Recuerdo que cuando me despedí de ella en el hotel Las Alondras, noté algo raro que no sabía qué era. La noté distante. Su pulso, su cuerpo, estaba descompuesto, ligeramente febril. Pensé que sería la menstruación. En el hotel sonaba una canción de la irlandesa Sinead O’connor, me subí a un taxi y volvió a sonar la misma canción fatal. Pues la misma noche en que llegué de Madrid sonó el teléfono de madrugada en mi casa de Las Palmas. Lo cogí, sobresaltado, y era mi compañera. Me llamó para informarme de que ya no estaba alojada en la casa en la que la había dejado, pues tan pronto como anocheció comenzaron a oírse una serie de ruidos y golpetazos, ante lo cual optó por por llamar al Relaciones Públicas quien, tras investigar por toda la casa, encontró a un murciélago en el salón, cosa poco habitual. Buscó, pues, alojamiento fuera de allí y me llamaba desde el Hotel Diana.

A la siguiente noche, de nuevo de madrugada, me llamó nuestro amigo el Relaciones Públicas, esta vez para comunicarme que habían tenido que hospitalizar a mi compañera, ya que le había atacado un fuerte dolor en los riñones. No había peligro, aunque era muy doloroso, cólico nefrítico. Al día siguiente se había recuperado, y ya no estaba en el hospital, sino en el monasterio en el que tenían lugar los talleres de los chamanes. Regresada de la clínica, no obstante, los dolores le retornaban recidivantemente. A sus pies llegaba toda la cohorte de chamanes y sanadores que había en el monasterio, a curarla con sus respectivos saberes. Don Iván la bañaba con agua muy fría para luego bañarla con agua muy caliente. Don Rodolfo la cubría de rezos. Y un amigo médico le pasaba un cristal de cuarzo para tratarla. Y así.

Lo cierto es que el dolor seguía, y mi compañera no tenía fuerzas, o no tenía ganas, de empezar a discutir con cada uno de los sanadores si eran efectivos o no los diversos tratamientos. El dolor seguía en aumento. Carlos Ortiz, presente, vio cómo mi compañera perdió el conocimiento, se quedó ida, como momia. En efecto, a consecuencia del dolor o del susto, había salido de su cuerpo, y en ese momento estaba viéndose a sí misma desde fuera de la ventana, atacada por aquella tropa de curanderos ad hoc, y ella tan tranquila.

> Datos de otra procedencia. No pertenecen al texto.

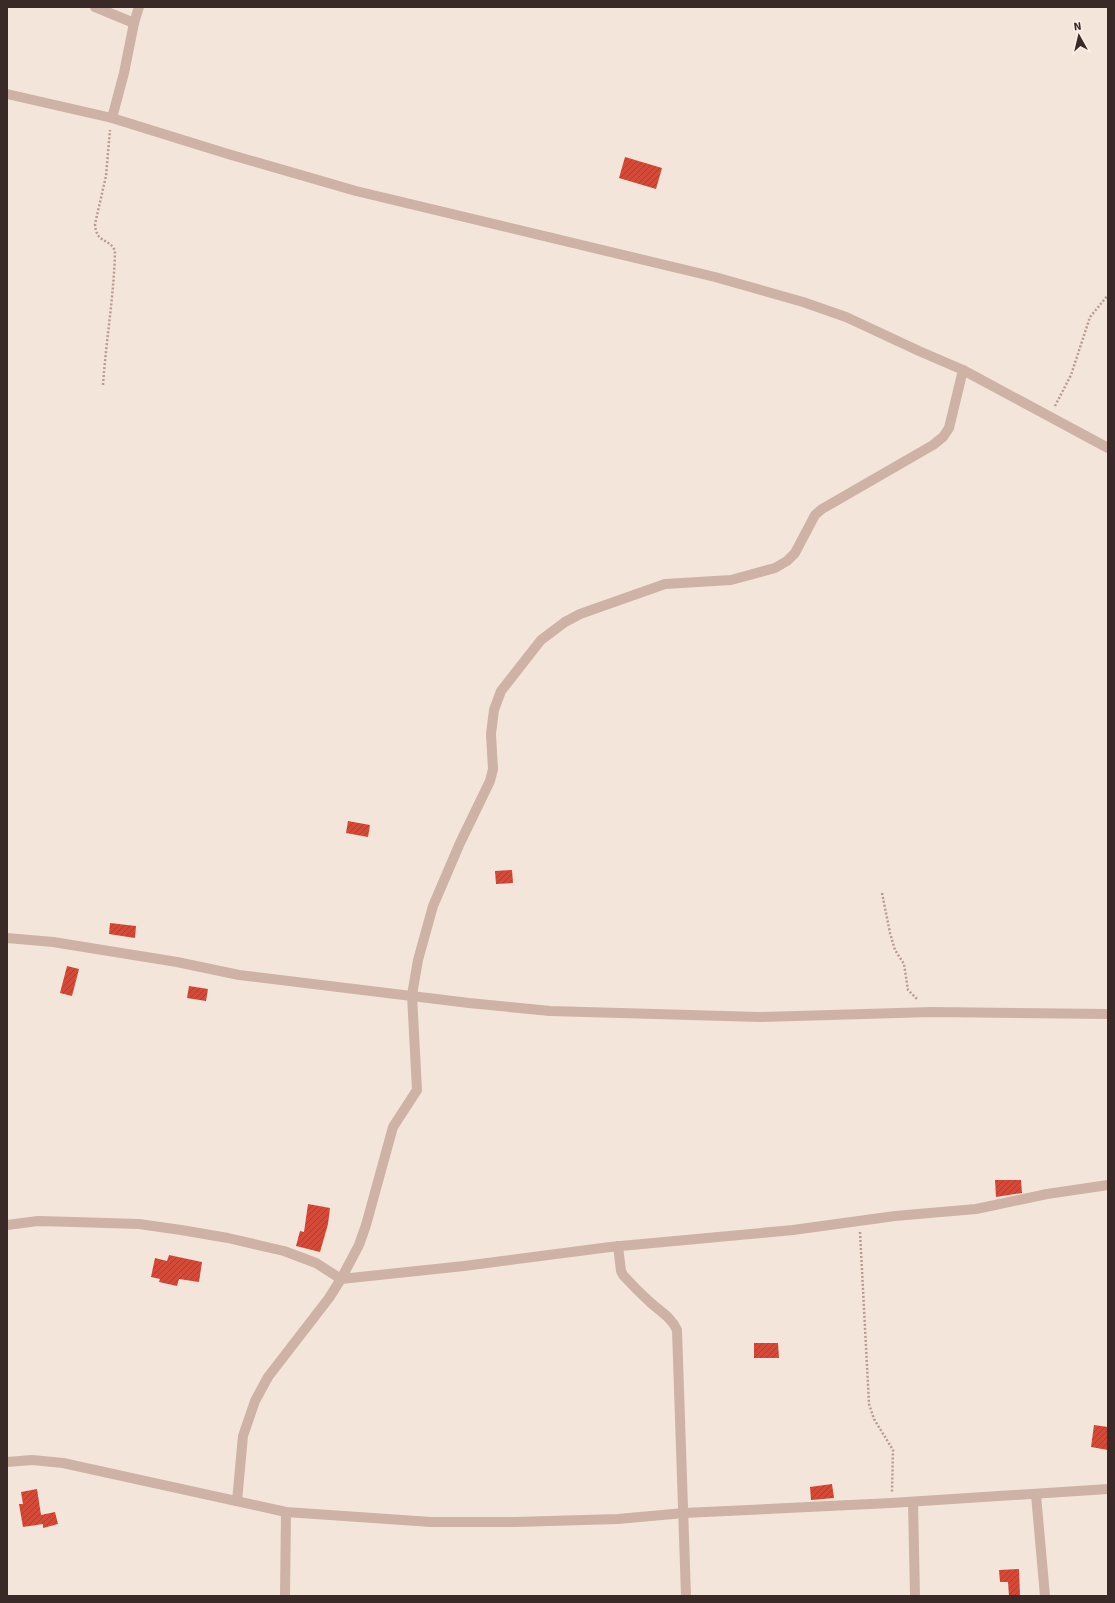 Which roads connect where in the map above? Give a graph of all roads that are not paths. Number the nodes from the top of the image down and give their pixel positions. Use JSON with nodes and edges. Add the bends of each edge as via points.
{"nodes":[{"id":1,"x":94,"y":7,"type":"edge"},
{"id":2,"x":140,"y":7,"type":"edge"},
{"id":3,"x":134,"y":24,"type":"junction"},
{"id":4,"x":7,"y":94,"type":"edge"},
{"id":5,"x":112,"y":118,"type":"junction"},
{"id":6,"x":963,"y":370,"type":"junction"},
{"id":7,"x":1108,"y":448,"type":"edge"},
{"id":8,"x":7,"y":938,"type":"edge"},
{"id":9,"x":412,"y":995,"type":"junction"},
{"id":10,"x":1108,"y":1014,"type":"edge"},
{"id":11,"x":1108,"y":1184,"type":"edge"},
{"id":12,"x":7,"y":1225,"type":"edge"},
{"id":13,"x":618,"y":1246,"type":"junction"},
{"id":14,"x":341,"y":1279,"type":"junction"},
{"id":15,"x":7,"y":1462,"type":"edge"},
{"id":16,"x":1108,"y":1489,"type":"edge"},
{"id":17,"x":1036,"y":1495,"type":"junction"},
{"id":18,"x":237,"y":1501,"type":"junction"},
{"id":19,"x":913,"y":1502,"type":"junction"},
{"id":20,"x":286,"y":1512,"type":"junction"},
{"id":21,"x":684,"y":1513,"type":"junction"},
{"id":22,"x":285,"y":1596,"type":"edge"},
{"id":23,"x":686,"y":1596,"type":"edge"},
{"id":24,"x":915,"y":1596,"type":"edge"},
{"id":25,"x":1045,"y":1596,"type":"edge"}],
"edges":[{"from":1,"to":3,"type":"street"},
{"from":2,"to":3,"type":"street"},
{"from":3,"to":5,"type":"street"},
{"from":4,"to":5,"type":"street"},
{"from":5,"to":6,"type":"street","via":[[356,191],[715,277],[803,302],[846,317]]},
{"from":6,"to":7,"type":"street"},
{"from":6,"to":9,"type":"street","via":[[949,428],[943,437],[822,509],[815,515],[795,553],[787,561],[775,568],[731,580],[666,584],[580,614],[541,640],[501,691],[494,710],[491,734],[493,768],[490,782],[433,906],[418,960]]},
{"from":8,"to":9,"type":"street","via":[[54,942],[239,974]]},
{"from":9,"to":10,"type":"street","via":[[550,1011],[609,1013],[760,1017],[930,1012]]},
{"from":9,"to":14,"type":"street","via":[[417,1090],[393,1127],[366,1225],[359,1245]]},
{"from":11,"to":13,"type":"street","via":[[976,1209],[793,1230]]},
{"from":12,"to":14,"type":"street","via":[[38,1221],[74,1222],[139,1224],[182,1230],[284,1252],[316,1263]]},
{"from":13,"to":14,"type":"street"},
{"from":13,"to":21,"type":"street","via":[[620,1271],[623,1276],[675,1324],[677,1330]]},
{"from":14,"to":18,"type":"street","via":[[268,1377],[255,1401],[244,1436]]},
{"from":15,"to":18,"type":"street","via":[[32,1460],[63,1463]]},
{"from":16,"to":17,"type":"street"},
{"from":17,"to":19,"type":"street"},
{"from":17,"to":25,"type":"street"},
{"from":18,"to":20,"type":"street"},
{"from":19,"to":21,"type":"street"},
{"from":19,"to":24,"type":"street"},
{"from":20,"to":21,"type":"street","via":[[431,1522],[514,1522]]},
{"from":20,"to":22,"type":"street"},
{"from":21,"to":23,"type":"street"}]}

Tres años después me encontré con mi amigo el médico del cuarzo y éste me manifestó que a poco de aquello, el cristal de cuarzo le reventó en pedazos y le dio a él un cólico nefrítico tan grande que tuvo que recibir, a su vez, cuidados de urgencia. Mi compañera, de una tacada, había pasado su mal a nuestro amigo médico y, a la vez, había salido de su cuerpo con su doppelganger. La cámara Kirlian no había fallado, solo había que interpretar lo que estaba pasando.